Carlos Ruiz Zafóns Geschenk an seine Leser*innen: Der Friedhof der vergessenen Bücher ist ein gelungener Abschied des verstorbenen Autors.
Der junge David Martín verliebt sich in das mysteriöse Mädchen Blanca, die kleine Laia wird von ihrem Vater als Tochter-Ersatz an eine fremde Familie verkauft und der Schriftsteller Miguel de Cervantes geht einen gefährlichen Pakt ein, um endlich erfolgreich zu sein. In elf mal kürzeren, mal längeren Erzählungen entführt uns der spanische Altmeister der modernen Schauergeschichten erneut nach Barcelona.
Weit hinten wucherte das Viertel Poble Nou einem Horizont aus Asche und Schatten entgegen. Die Stadt der Fabriken zeichnete den dunklen Widerschein eines von Schloten entflammten Barcelonas, die zu Hunderten ihren schwarzen Atem in den scharlachroten Himmel ausdünsteten.
Carlos Ruiz Zafón, der im Juni 2020 mit nur 55 Jahren nach langjähriger Krebserkrankung verstarb, hat mit seinem Erzählband Der Friedhof der vergessenen Bücher, welcher in diesem Jahr posthum erschien, ein letztes Stück seiner Seele hinterlassen. Ergänzt werden die elf Geschichten durch ein kurzes Nachwort von Zafóns spanischem Verleger Émile de Rosiers Castellaine, ein Autorengespräch und zahlreiche Informationen zu all seinen Büchern.
Nur wenige der hier versammelten Erzählungen wurden bisher in irgendeiner Form im deutschsprachigen Raum veröffentlicht, darunter Der Fürst des Parnass, das im Jahr 2014 als eigenständiges kleines Büchlein erschien, und das ich bereits damals gelesen hatte. Einerseits zu meiner Schande, andererseits zu meiner Freude, war von der Geschichte kaum etwas hängengeblieben, sodass ich sie noch einmal völlig neu erleben und genießen konnte.

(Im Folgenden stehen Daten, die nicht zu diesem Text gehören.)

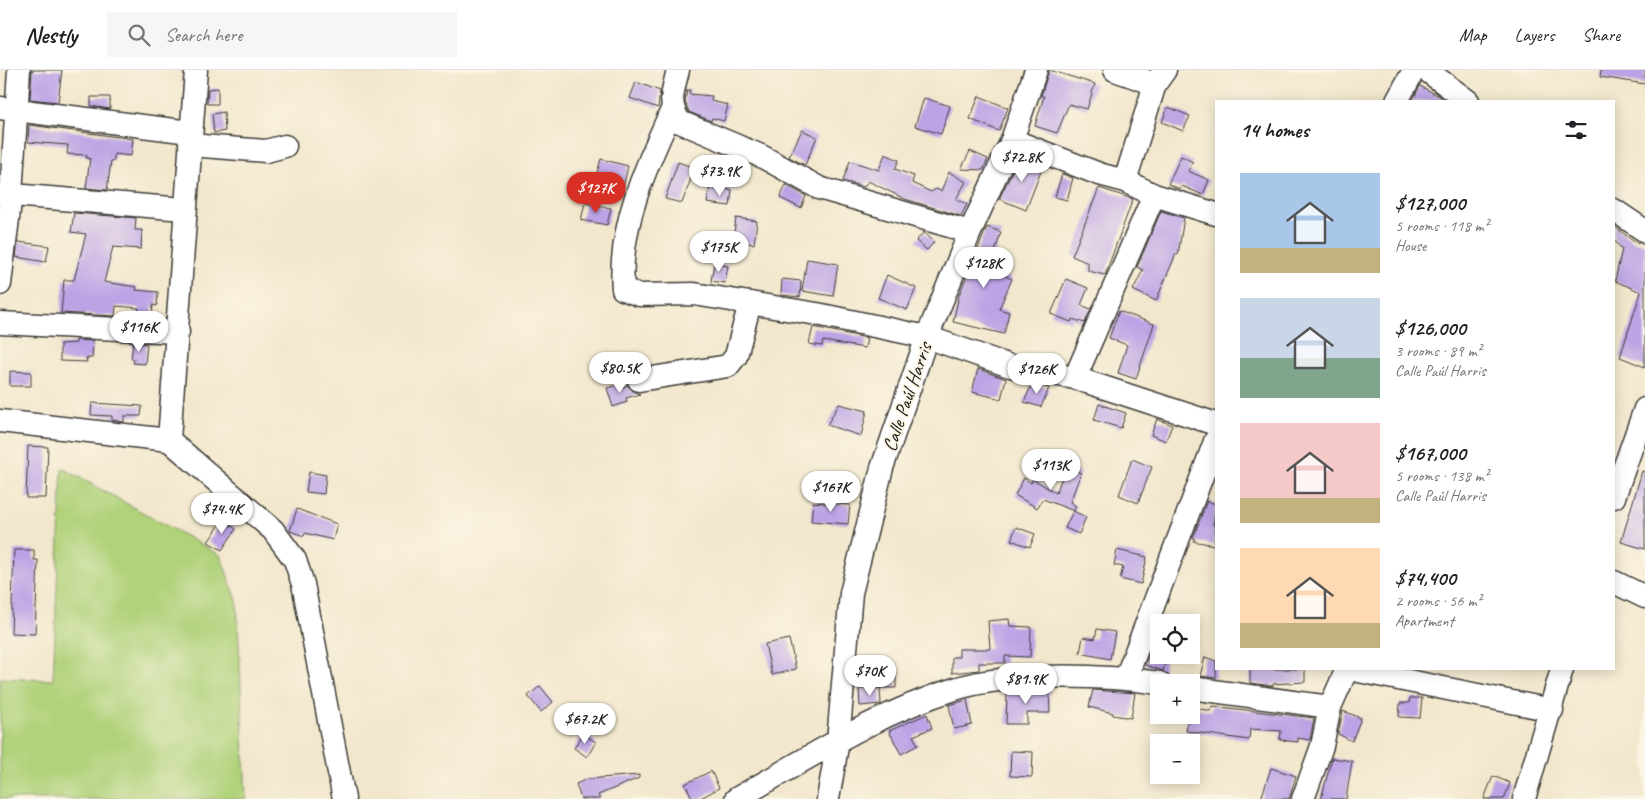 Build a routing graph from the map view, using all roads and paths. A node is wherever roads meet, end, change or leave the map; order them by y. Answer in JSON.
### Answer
{"nodes":[{"id":1,"x":19,"y":70,"type":"edge"},
{"id":2,"x":196,"y":70,"type":"edge"},
{"id":3,"x":678,"y":70,"type":"edge"},
{"id":4,"x":1036,"y":70,"type":"edge"},
{"id":5,"x":1115,"y":70,"type":"edge"},
{"id":6,"x":1414,"y":70,"type":"edge"},
{"id":7,"x":1426,"y":70,"type":"edge"},
{"id":8,"x":1160,"y":77,"type":"edge"},
{"id":9,"x":1398,"y":100,"type":"edge"},
{"id":10,"x":1467,"y":100,"type":"edge"},
{"id":11,"x":8,"y":109,"type":"edge"},
{"id":12,"x":672,"y":110,"type":"junction"},
{"id":13,"x":190,"y":139,"type":"junction"},
{"id":14,"x":1012,"y":140,"type":"junction"},
{"id":15,"x":285,"y":146,"type":"dead end"},
{"id":16,"x":1125,"y":181,"type":"junction"},
{"id":17,"x":6,"y":194,"type":"edge"},
{"id":18,"x":1154,"y":195,"type":"junction"},
{"id":19,"x":184,"y":209,"type":"junction"},
{"id":20,"x":1615,"y":211,"type":"edge"},
{"id":21,"x":1215,"y":214,"type":"edge"},
{"id":22,"x":1645,"y":231,"type":"edge"},
{"id":23,"x":970,"y":232,"type":"junction"},
{"id":24,"x":0,"y":284,"type":"edge"},
{"id":25,"x":750,"y":303,"type":"junction"},
{"id":26,"x":0,"y":324,"type":"edge"},
{"id":27,"x":178,"y":332,"type":"junction"},
{"id":28,"x":927,"y":337,"type":"junction"},
{"id":29,"x":1075,"y":378,"type":"junction"},
{"id":30,"x":639,"y":380,"type":"dead end"},
{"id":31,"x":1645,"y":409,"type":"edge"},
{"id":32,"x":0,"y":421,"type":"edge"},
{"id":33,"x":1215,"y":424,"type":"edge"},
{"id":34,"x":169,"y":440,"type":"junction"},
{"id":35,"x":1215,"y":442,"type":"edge"},
{"id":36,"x":1615,"y":494,"type":"edge"},
{"id":37,"x":1615,"y":582,"type":"edge"},
{"id":38,"x":1645,"y":597,"type":"edge"},
{"id":39,"x":1348,"y":670,"type":"edge"},
{"id":40,"x":1353,"y":670,"type":"edge"},
{"id":41,"x":1562,"y":670,"type":"edge"},
{"id":42,"x":1126,"y":678,"type":"junction"},
{"id":43,"x":1150,"y":682,"type":"edge"},
{"id":44,"x":1200,"y":689,"type":"edge"},
{"id":45,"x":1330,"y":707,"type":"junction"},
{"id":46,"x":1552,"y":710,"type":"junction"},
{"id":47,"x":838,"y":742,"type":"junction"},
{"id":48,"x":344,"y":799,"type":"edge"},
{"id":49,"x":736,"y":799,"type":"edge"},
{"id":50,"x":828,"y":799,"type":"edge"},
{"id":51,"x":1303,"y":799,"type":"edge"},
{"id":52,"x":1524,"y":799,"type":"edge"}],
"edges":[{"from":1,"to":11,"type":"street"},
{"from":2,"to":13,"type":"street"},
{"from":3,"to":12,"type":"street"},
{"from":4,"to":14,"type":"street","name":"Calle Paúl Harris"},
{"from":5,"to":8,"type":"street"},
{"from":6,"to":9,"type":"street"},
{"from":7,"to":10,"type":"street"},
{"from":8,"to":16,"type":"street"},
{"from":11,"to":13,"type":"street"},
{"from":11,"to":17,"type":"street"},
{"from":12,"to":23,"type":"street"},
{"from":12,"to":25,"type":"street"},
{"from":13,"to":15,"type":"street"},
{"from":13,"to":19,"type":"street"},
{"from":14,"to":16,"type":"street"},
{"from":14,"to":23,"type":"street","name":"Calle Paúl Harris"},
{"from":16,"to":18,"type":"street"},
{"from":17,"to":19,"type":"street"},
{"from":17,"to":24,"type":"street"},
{"from":18,"to":21,"type":"street"},
{"from":18,"to":29,"type":"street"},
{"from":19,"to":27,"type":"street"},
{"from":20,"to":22,"type":"street"},
{"from":23,"to":28,"type":"street","name":"Calle Paúl Harris"},
{"from":25,"to":28,"type":"street"},
{"from":25,"to":30,"type":"street"},
{"from":26,"to":27,"type":"street"},
{"from":27,"to":34,"type":"street"},
{"from":28,"to":29,"type":"street"},
{"from":28,"to":47,"type":"street","name":"Calle Paúl Harris"},
{"from":29,"to":33,"type":"street"},
{"from":31,"to":36,"type":"street"},
{"from":32,"to":34,"type":"street"},
{"from":34,"to":48,"type":"street"},
{"from":35,"to":42,"type":"street"},
{"from":37,"to":38,"type":"street"},
{"from":39,"to":45,"type":"street"},
{"from":40,"to":46,"type":"street"},
{"from":41,"to":46,"type":"street"},
{"from":42,"to":43,"type":"street"},
{"from":42,"to":47,"type":"street"},
{"from":44,"to":45,"type":"street"},
{"from":45,"to":51,"type":"street"},
{"from":46,"to":52,"type":"street"},
{"from":47,"to":49,"type":"street"},
{"from":47,"to":50,"type":"street","name":"Calle Paúl Harris"}]}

Sie gehört für mich auch zu den stärksten des Erzählbands – neben Eine Weihnachtsgeschichte und Ein junges Mädchen aus Barcelona.
Ein Mann ist fähig, alles zu verzeihen, außer dass man ihm die Wahrheit sagt.
Der Friedhof der vergessenen Bücher beinhaltet alle Elemente, die in Zafóns Romanen je relevant waren und gibt somit einen wunderbaren Gesamtüberblick über sein Schaffen. Ewige Liebe, dunkle Machenschaften, mysteriöse Fremde und Pakte mit dem Teufel bilden die Basis der elf Kurzgeschichten. Ausladende Beschreibungen treffen auf eine reiche und detaillierte Sprache voller Metaphern – Zafón versteht es, eine dichte und packende Atmosphäre zu kreieren, die einen beim Lesen förmlich in die Bücher hineinsaugt – auch diese Kurzgeschichten sind da keine Ausnahme. Was mir hier besonders gefallen hat, ist, wie Zafón die Geschichten realer Künstler wie Gaudí und Cervantes fiktionalisiert und nahtlos in sein Universum einbindet.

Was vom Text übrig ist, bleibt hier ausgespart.